Wander into Brooklyn’s Red Hook neighborhood on a Saturday morning in summer and you’ll see a sight not uncommon in New York City these days: a thriving and well-diversified farmers market.
Neighborhood denizens cluster around stands offering free-range meat, raw-milk cheese, cream-on-top milk, and a whole array of fresh fruit and vegetables—many of them grown right down the block from the market.

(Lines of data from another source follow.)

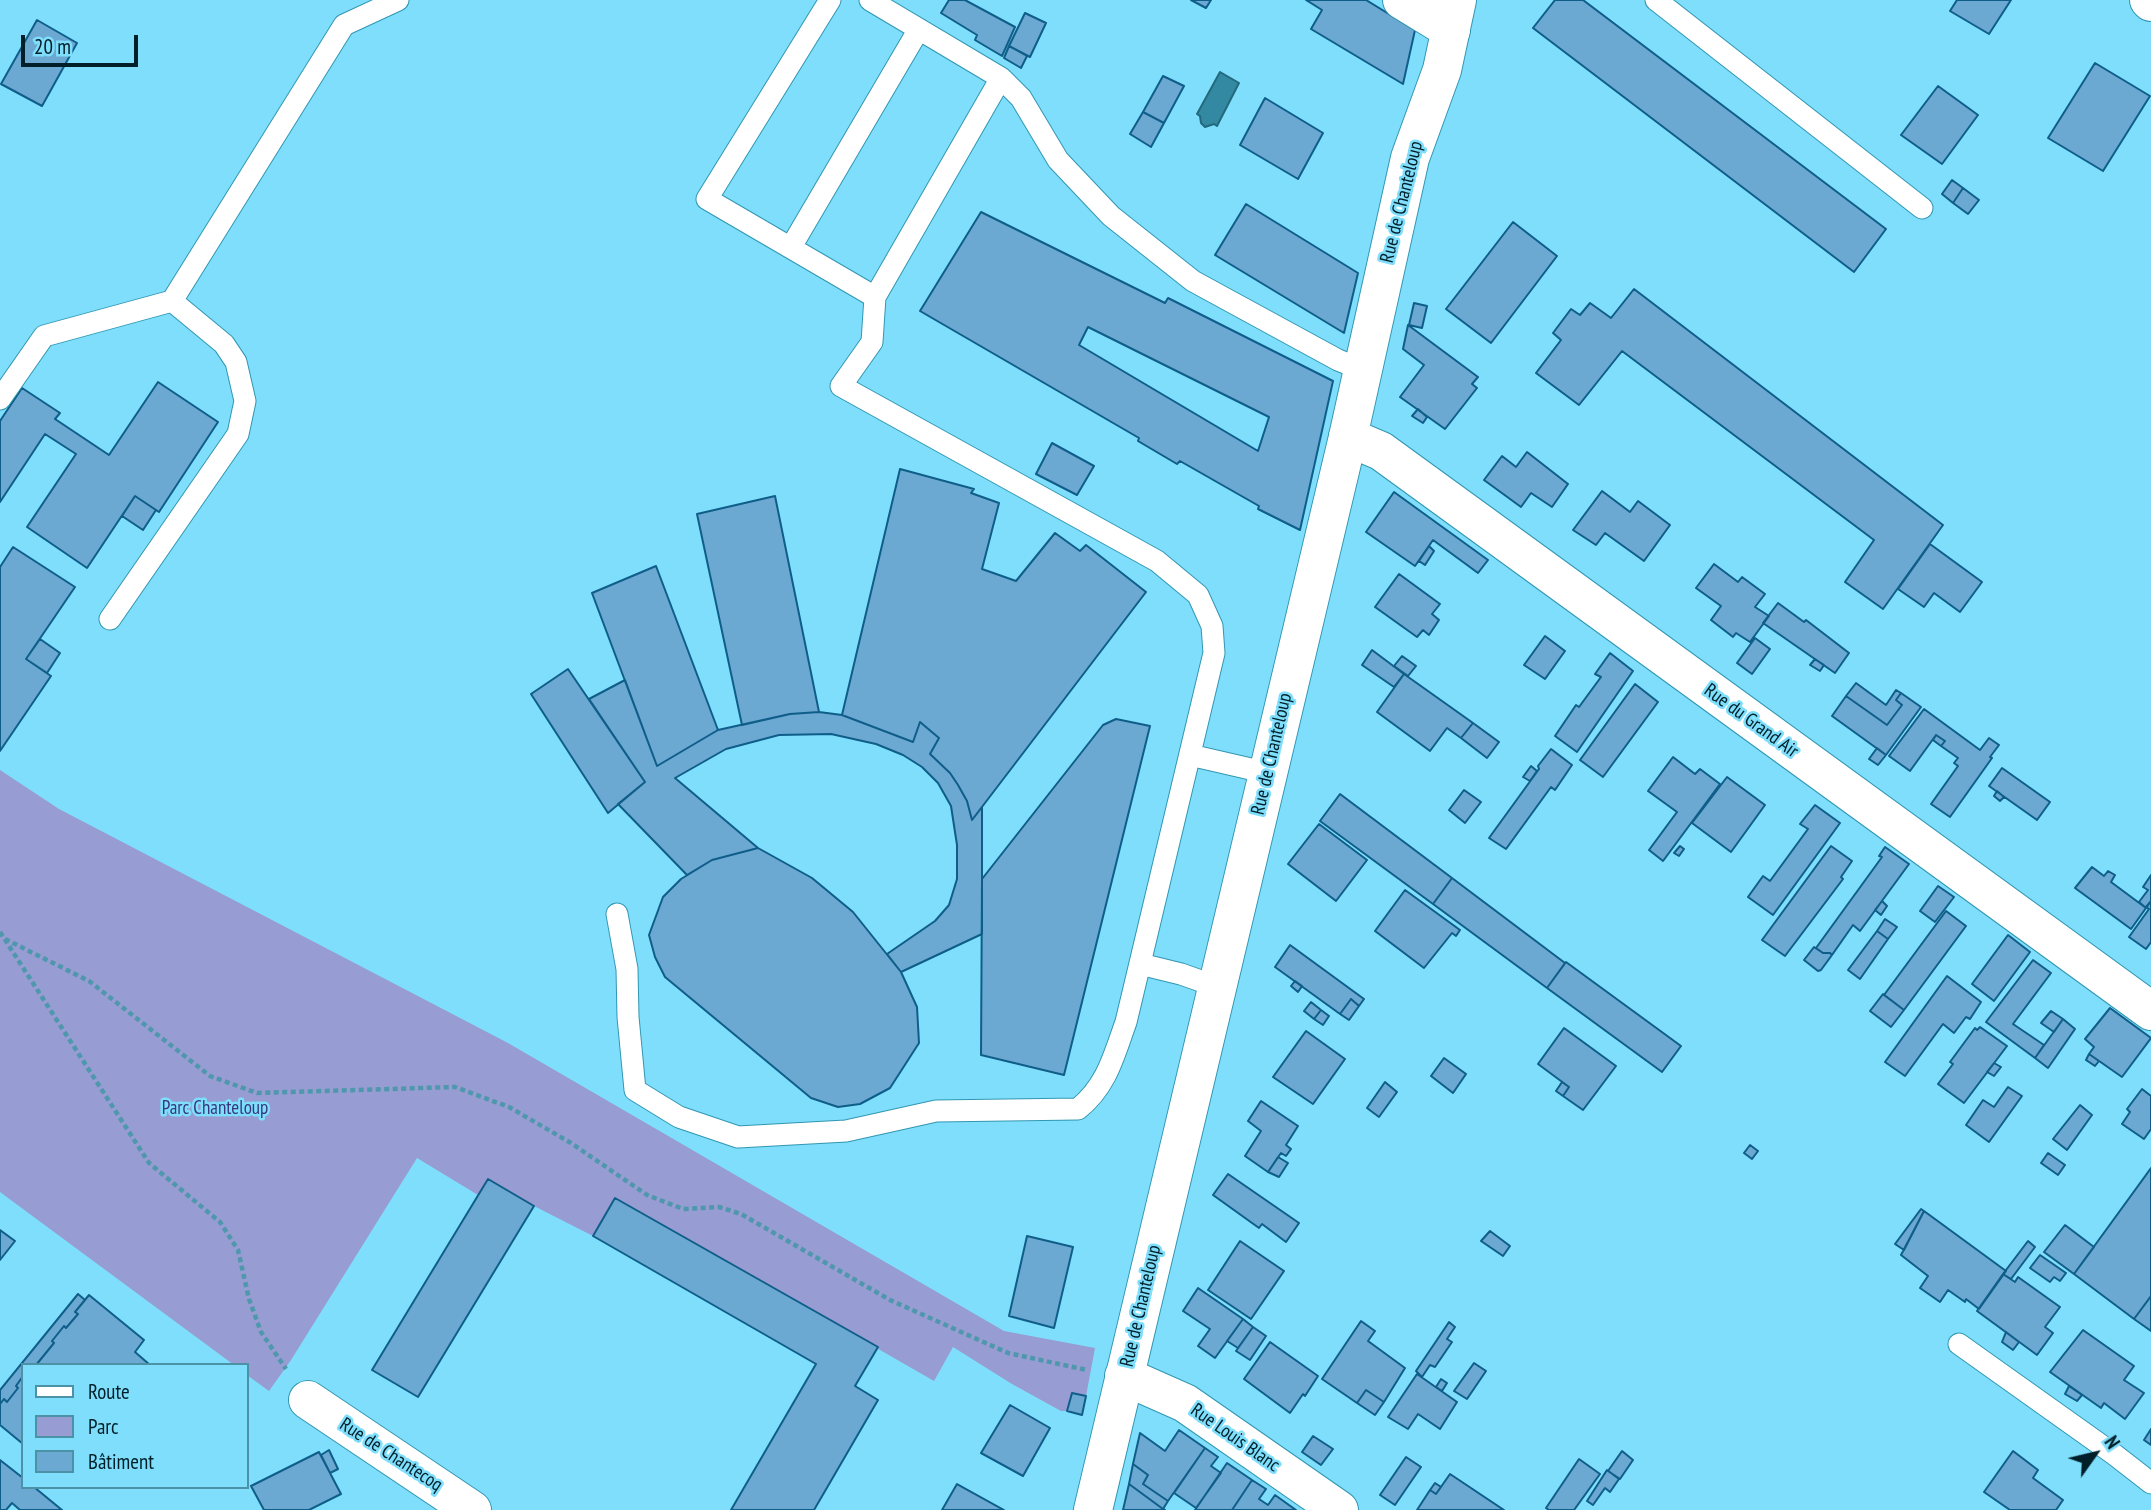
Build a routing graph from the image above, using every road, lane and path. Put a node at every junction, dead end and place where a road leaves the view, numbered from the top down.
1 (398, 0) edge
2 (830, 0) edge
3 (870, 0) edge
4 (1402, 0) edge
5 (1656, 0) edge
6 (1454, 15) edge
7 (919, 29) junction
8 (1001, 78) junction
9 (1922, 208) dead end
10 (791, 247) junction
11 (875, 297) junction
12 (172, 301) junction
13 (1363, 370) junction
14 (0, 399) edge
15 (1348, 437) junction
16 (110, 619) dead end
17 (1190, 755) junction
18 (1268, 773) junction
19 (617, 914) dead end
20 (0, 932) edge
21 (5, 939) junction
22 (1140, 964) junction
23 (1218, 987) junction
24 (2151, 1011) edge
25 (1959, 1345) dead end
26 (1124, 1376) junction
27 (308, 1400) joint
28 (2151, 1483) edge
29 (450, 1505) edge
30 (1093, 1510) edge
31 (1339, 1510) edge

1 - 12 lane
2 - 10 lane
3 - 7 lane
4 - 6 street
5 - 9 lane
6 - 13 street, Rue de Chanteloup
7 - 8 lane
7 - 10 lane
8 - 11 lane
8 - 13 lane
10 - 11 lane
11 - 17 lane
12 - 14 lane
12 - 16 lane
13 - 15 street, Rue de Chanteloup
15 - 18 street, Rue de Chanteloup
15 - 24 street, Rue du Grand Air
17 - 18 lane
17 - 22 lane
18 - 23 street, Rue de Chanteloup
19 - 22 lane
20 - 21 path
21 - 26 path
21 - 27 path
22 - 23 lane
23 - 26 street, Rue de Chanteloup
25 - 28 lane
26 - 30 street, Rue de Chanteloup
26 - 31 street, Rue Louis Blanc
27 - 29 street, Rue de Chantecoq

Yet unlike most of New York’s bustling greenmarkets, which tend to thrive in upscale residential and shopping areas, this one lies in one of the city’s poorest neighborhoods. Red Hook’s median family income is $15,000—below the federal poverty line of $19,000. Forty percent of the neighborhood’s families live on less than $10,000 per year. The unemployment rate for 16- to 19-year-olds stands at 75 percent.
In fact, not many outsiders wander into Red Hook. When New York City’s legendary city planner Robert Moses patched together plans for the Brooklyn-Queens Expressway in the 1940s, he decided to spare aristocratic Brooklyn Heights and its stately brownstones, sending the BQE along the waterfront at that point. Just south, though, he let the road slice right into working-class Red Hook, leaving it shoehorned between a traffic-choked highway on one side and New York Harbor on the other.
According to Ian Marvy, founder of Added Value, the nonprofit that runs the farmers market, that isolation is only one of the historical legacies haunting the neighborhood. Rapid white flight in the 1950s, financed partially by the GI Bill and facilitated by the construction of highways and suburbs, left the neighborhood severely depopulated. According to Marvy, within 15 years of the end of World War II, Red Hook’s population had plunged from 50,000 to 15,000. Today, it stands at 11,000. According to the 2000 census, Red Hook’s population is 40 percent black and 40 percent Latino. More than 80 percent of its population lives in public housing.